As canções, memórias e a trajetória musical do Ilê Aiyê passam a integrar um registro editorial com o lançamento do livro “Cantos de Ancestralidade – Antologia Musical do Ilê Aiyê”, marcado para terça-feira (07/04/2026), às 14h, na Senzala do Barro Preto, no Curuzu, em Salvador. A obra reúne mais de 200 composições, consolidando décadas de produção cultural do primeiro bloco afro do Brasil.
O evento de lançamento será gratuito e aberto ao público, com apresentações musicais e participação de artistas, compositores e representantes da cultura afro-brasileira. A programação também integra o encerramento do projeto “Música e Educação”, que articula ações culturais e pedagógicas.
Organizado pela jornalista Valéria Lima, com pesquisa de Catarina Lima, o livro reúne contribuições de diversos autores e registra a história, a musicalidade e a atuação do Ilê Aiyê na valorização da identidade afro-brasileira.

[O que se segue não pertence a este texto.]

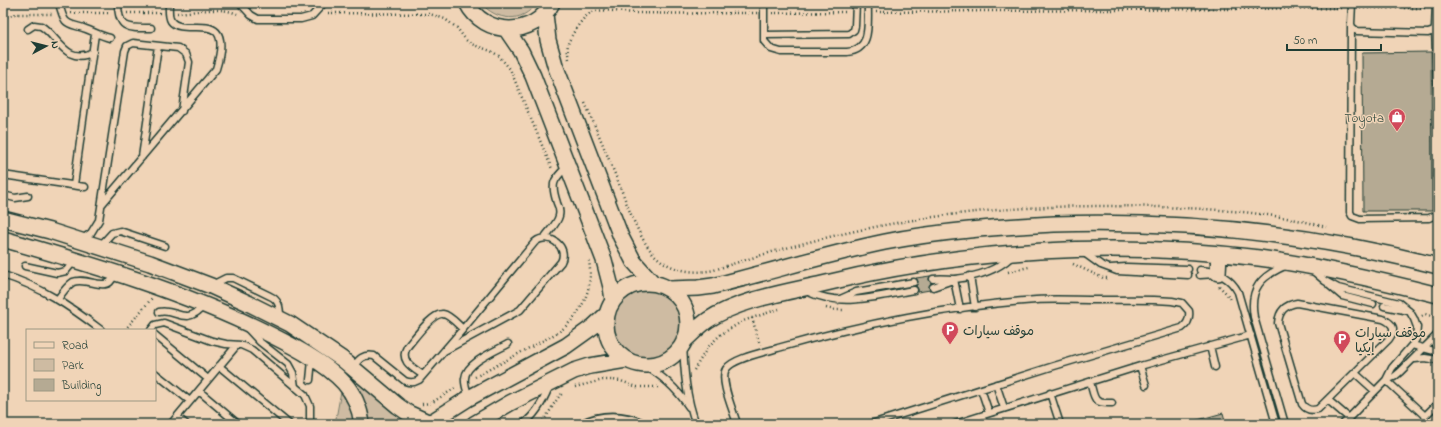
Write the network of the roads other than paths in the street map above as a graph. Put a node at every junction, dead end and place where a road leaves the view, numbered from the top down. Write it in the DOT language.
graph roads {
  1 [pos="59,3"];
  2 [pos="118,3"];
  3 [pos="168,3"];
  4 [pos="240,3"];
  5 [pos="324,3"];
  6 [pos="764,3"];
  7 [pos="856,3"];
  8 [pos="868,3"];
  9 [pos="465,4"];
  10 [pos="1352,6"];
  11 [pos="1436,6"];
  12 [pos="552,7"];
  13 [pos="1351,24"];
  14 [pos="151,28"];
  15 [pos="1435,28"];
  16 [pos="28,29"];
  17 [pos="506,29"];
  18 [pos="95,34"];
  19 [pos="764,35"];
  20 [pos="110,38"];
  21 [pos="158,46"];
  22 [pos="93,52"];
  23 [pos="1438,106"];
  24 [pos="182,111"];
  25 [pos="142,157"];
  26 [pos="568,166"];
  27 [pos="3,175"];
  28 [pos="74,185"];
  29 [pos="85,187"];
  30 [pos="3,195"];
  31 [pos="28,196"];
  32 [pos="102,204"];
  33 [pos="1438,214"];
  34 [pos="3,219"];
  35 [pos="545,238"];
  36 [pos="3,239"];
  37 [pos="80,240"];
  38 [pos="100,246"];
  39 [pos="165,246"];
  40 [pos="1081,249"];
  41 [pos="1017,252"];
  42 [pos="1219,254"];
  43 [pos="74,260"];
  44 [pos="1299,264"];
  45 [pos="25,266"];
  46 [pos="1438,266"];
  47 [pos="1188,272"];
  48 [pos="1200,272"];
  49 [pos="116,273"];
  50 [pos="1218,273"];
  51 [pos="3,275"];
  52 [pos="970,276"];
  53 [pos="933,279"];
  54 [pos="954,279"];
  55 [pos="1325,281"];
  56 [pos="914,282"];
  57 [pos="653,283"];
  58 [pos="933,287"];
  59 [pos="669,289"];
  60 [pos="801,289"];
  61 [pos="914,290"];
  62 [pos="1438,295"];
  63 [pos="58,298"];
  64 [pos="612,300"];
  65 [pos="838,300"];
  66 [pos="1373,304"];
  67 [pos="205,305"];
  68 [pos="1384,306"];
  69 [pos="975,307"];
  70 [pos="960,309"];
  71 [pos="159,312"];
  72 [pos="1410,312"];
  73 [pos="606,315"];
  74 [pos="240,319"];
  75 [pos="100,329"];
  76 [pos="152,329"];
  77 [pos="463,329"];
  78 [pos="1438,334"];
  79 [pos="1251,335"];
  80 [pos="156,336"];
  81 [pos="684,342"];
  82 [pos="237,344"];
  83 [pos="508,344"];
  84 [pos="1412,345"];
  85 [pos="1210,346"];
  86 [pos="1425,348"];
  87 [pos="444,350"];
  88 [pos="1438,352"];
  89 [pos="312,358"];
  90 [pos="1415,359"];
  91 [pos="626,360"];
  92 [pos="1438,360"];
  93 [pos="642,365"];
  94 [pos="219,366"];
  95 [pos="1140,366"];
  96 [pos="353,367"];
  97 [pos="1215,368"];
  98 [pos="1355,373"];
  99 [pos="156,374"];
  100 [pos="423,375"];
  101 [pos="208,379"];
  102 [pos="310,380"];
  103 [pos="1386,380"];
  104 [pos="551,382"];
  105 [pos="1090,382"];
  106 [pos="996,384"];
  107 [pos="1146,386"];
  108 [pos="295,387"];
  109 [pos="981,389"];
  110 [pos="199,391"];
  111 [pos="1375,391"];
  112 [pos="1050,394"];
  113 [pos="469,398"];
  114 [pos="1328,400"];
  115 [pos="190,401"];
  116 [pos="1112,403"];
  117 [pos="1438,403"];
  118 [pos="1004,408"];
  119 [pos="690,410"];
  120 [pos="990,413"];
  121 [pos="177,417"];
  122 [pos="1349,418"];
  123 [pos="531,421"];
  124 [pos="429,423"];
  125 [pos="171,424"];
  126 [pos="186,424"];
  127 [pos="238,424"];
  128 [pos="289,424"];
  129 [pos="310,424"];
  130 [pos="362,424"];
  131 [pos="474,424"];
  132 [pos="523,424"];
  133 [pos="580,424"];
  134 [pos="646,424"];
  135 [pos="696,424"];
  136 [pos="737,424"];
  137 [pos="871,424"];
  138 [pos="955,424"];
  139 [pos="1060,424"];
  140 [pos="1276,424"];
  141 [pos="1285,424"];
  142 [pos="1343,424"];
  1 -- 18 [label="lane"];
  2 -- 14 [label="lane"];
  3 -- 24 [label="lane"];
  4 -- 5 [label="lane"];
  6 -- 19 [label="lane"];
  7 -- 19 [label="lane"];
  8 -- 19 [label="lane"];
  9 -- 17 [label="street"];
  10 -- 13 [label="lane"];
  11 -- 15 [label="lane"];
  12 -- 17 [label="street"];
  12 -- 57 [label="street"];
  13 -- 15 [label="lane"];
  13 -- 33 [label="lane"];
  15 -- 23 [label="lane"];
  16 -- 22 [label="lane"];
  17 -- 26 [label="street"];
  18 -- 20 [label="lane"];
  18 -- 22 [label="lane"];
  21 -- 24 [label="lane"];
  21 -- 25 [label="lane"];
  21 -- 32 [label="lane"];
  22 -- 28 [label="lane"];
  24 -- 25 [label="lane"];
  25 -- 32 [label="lane"];
  26 -- 35 [label="lane"];
  26 -- 64 [label="street"];
  27 -- 28 [label="lane"];
  28 -- 29 [label="lane"];
  30 -- 31 [label="lane"];
  32 -- 37 [label="lane"];
  34 -- 37 [label="street"];
  35 -- 77 [label="lane"];
  35 -- 87 [label="lane"];
  36 -- 43 [label="street"];
  37 -- 38 [label="street"];
  38 -- 39 [label="lane"];
  38 -- 96 [label="street"];
  40 -- 41 [label="street"];
  40 -- 42 [label="street"];
  40 -- 47 [label="lane"];
  41 -- 52 [label="lane"];
  41 -- 60 [label="street"];
  42 -- 44 [label="street"];
  42 -- 50 [label="street"];
  43 -- 45 [label="lane"];
  43 -- 49 [label="street"];
  44 -- 55 [label="lane"];
  44 -- 62 [label="street"];
  44 -- 141 [label="lane"];
  46 -- 59 [label="street"];
  48 -- 50 [label="lane"];
  49 -- 63 [label="lane"];
  49 -- 67 [label="street"];
  50 -- 79 [label="lane"];
  51 -- 63 [label="lane"];
  52 -- 54 [label="lane"];
  52 -- 69 [label="lane"];
  53 -- 54 [label="lane"];
  54 -- 58 [label="lane"];
  54 -- 70 [label="lane"];
  55 -- 66 [label="lane"];
  55 -- 72 [label="lane"];
  56 -- 65 [label="lane"];
  57 -- 59 [label="street"];
  57 -- 64 [label="street"];
  59 -- 81 [label="street"];
  60 -- 65 [label="lane"];
  60 -- 81 [label="street"];
  61 -- 65 [label="lane"];
  63 -- 75 [label="lane"];
  64 -- 73 [label="street"];
  67 -- 71 [label="lane"];
  67 -- 74 [label="street"];
  68 -- 72 [label="lane"];
  69 -- 70 [label="lane"];
  69 -- 106 [label="lane"];
  70 -- 136 [label="lane"];
  72 -- 84 [label="lane"];
  73 -- 91 [label="street"];
  73 -- 113 [label="street"];
  74 -- 89 [label="street"];
  74 -- 108 [label="lane"];
  76 -- 82 [label="lane"];
  77 -- 87 [label="lane"];
  77 -- 100 [label="lane"];
  78 -- 86 [label="lane"];
  79 -- 85 [label="lane"];
  79 -- 140 [label="lane"];
  80 -- 101 [label="lane"];
  81 -- 93 [label="street"];
  81 -- 119 [label="lane"];
  82 -- 94 [label="lane"];
  82 -- 108 [label="lane"];
  83 -- 113 [label="lane"];
  84 -- 86 [label="lane"];
  84 -- 103 [label="lane"];
  85 -- 95 [label="lane"];
  85 -- 97 [label="lane"];
  86 -- 88 [label="lane"];
  86 -- 90 [label="lane"];
  87 -- 100 [label="lane"];
  89 -- 102 [label="lane"];
  89 -- 130 [label="street"];
  90 -- 92 [label="lane"];
  90 -- 103 [label="lane"];
  91 -- 93 [label="street"];
  91 -- 104 [label="street"];
  93 -- 119 [label="lane"];
  94 -- 101 [label="lane"];
  94 -- 128 [label="lane"];
  95 -- 105 [label="lane"];
  95 -- 107 [label="lane"];
  96 -- 100 [label="lane"];
  96 -- 124 [label="street"];
  98 -- 111 [label="lane"];
  98 -- 114 [label="lane"];
  98 -- 114 [label="lane"];
  99 -- 115 [label="lane"];
  101 -- 110 [label="lane"];
  103 -- 111 [label="lane"];
  103 -- 117 [label="lane"];
  104 -- 123 [label="lane"];
  104 -- 131 [label="street"];
  105 -- 112 [label="lane"];
  105 -- 116 [label="lane"];
  106 -- 109 [label="lane"];
  106 -- 118 [label="lane"];
  108 -- 129 [label="lane"];
  109 -- 120 [label="lane"];
  109 -- 137 [label="lane"];
  110 -- 115 [label="lane"];
  110 -- 127 [label="lane"];
  111 -- 122 [label="lane"];
  112 -- 118 [label="lane"];
  112 -- 139 [label="lane"];
  113 -- 124 [label="street"];
  114 -- 122 [label="lane"];
  115 -- 121 [label="lane"];
  118 -- 120 [label="lane"];
  119 -- 135 [label="lane"];
  120 -- 138 [label="lane"];
  121 -- 125 [label="lane"];
  121 -- 126 [label="lane"];
  122 -- 142 [label="lane"];
  123 -- 132 [label="lane"];
  133 -- 134 [label="lane"];
}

Obra reúne memória, música e identidade cultural
A publicação apresenta um conjunto de letras, registros históricos e narrativas ligadas à trajetória do Ilê Aiyê, funcionando como instrumento de preservação cultural e difusão de conhecimento. O conteúdo documenta a atuação do bloco ao longo de mais de cinco décadas, destacando sua contribuição para a formação da consciência racial e cultural no Brasil.
Além do caráter histórico, o livro também atua como ferramenta educacional, alinhada à Lei 10.639/2003, que estabelece a obrigatoriedade do ensino de história e cultura afro-brasileira nas escolas. A obra busca suprir a demanda por materiais didáticos voltados à educação étnico-racial.
Segundo a organização, as composições do Ilê Aiyê abordam temas relacionados à história do povo negro, personalidades brasileiras e africanas e questões sociais, contribuindo para o uso da música como recurso pedagógico.
Lançamento integra projeto “Música e Educação”
O livro integra o projeto “Música e Educação”, desenvolvido por instituições culturais e educacionais, com foco na promoção da educação antirracista e valorização da cultura afro-brasileira. A iniciativa também marcou a retomada das atividades da Escola Mãe Hilda, após interrupções durante a pandemia da Covid-19.
Ao longo de 2025, o projeto promoveu formação de mais de 80 professores, com certificação, além de ações como encontros com compositores, circulação de obras literárias e fortalecimento da estrutura institucional.
As atividades buscaram ampliar o uso da música como ferramenta pedagógica, incentivando práticas educacionais alinhadas à história e cultura afro-brasileira.
Impacto cultural e educacional
A publicação reforça o papel do Ilê Aiyê como agente de produção cultural, educação e preservação da memória afro-brasileira. O livro conecta diferentes gerações ao reunir conteúdos que dialogam com arte, história e identidade.
O lançamento também amplia o acesso a conteúdos voltados à educação étnico-racial, contribuindo para a implementação de políticas públicas educacionais e para o fortalecimento de práticas pedagógicas inclusivas.
Com a iniciativa, o Ilê Aiyê consolida sua atuação como referência na valorização da cultura negra e na difusão de conhecimento por meio da música, com impacto em diferentes áreas da sociedade.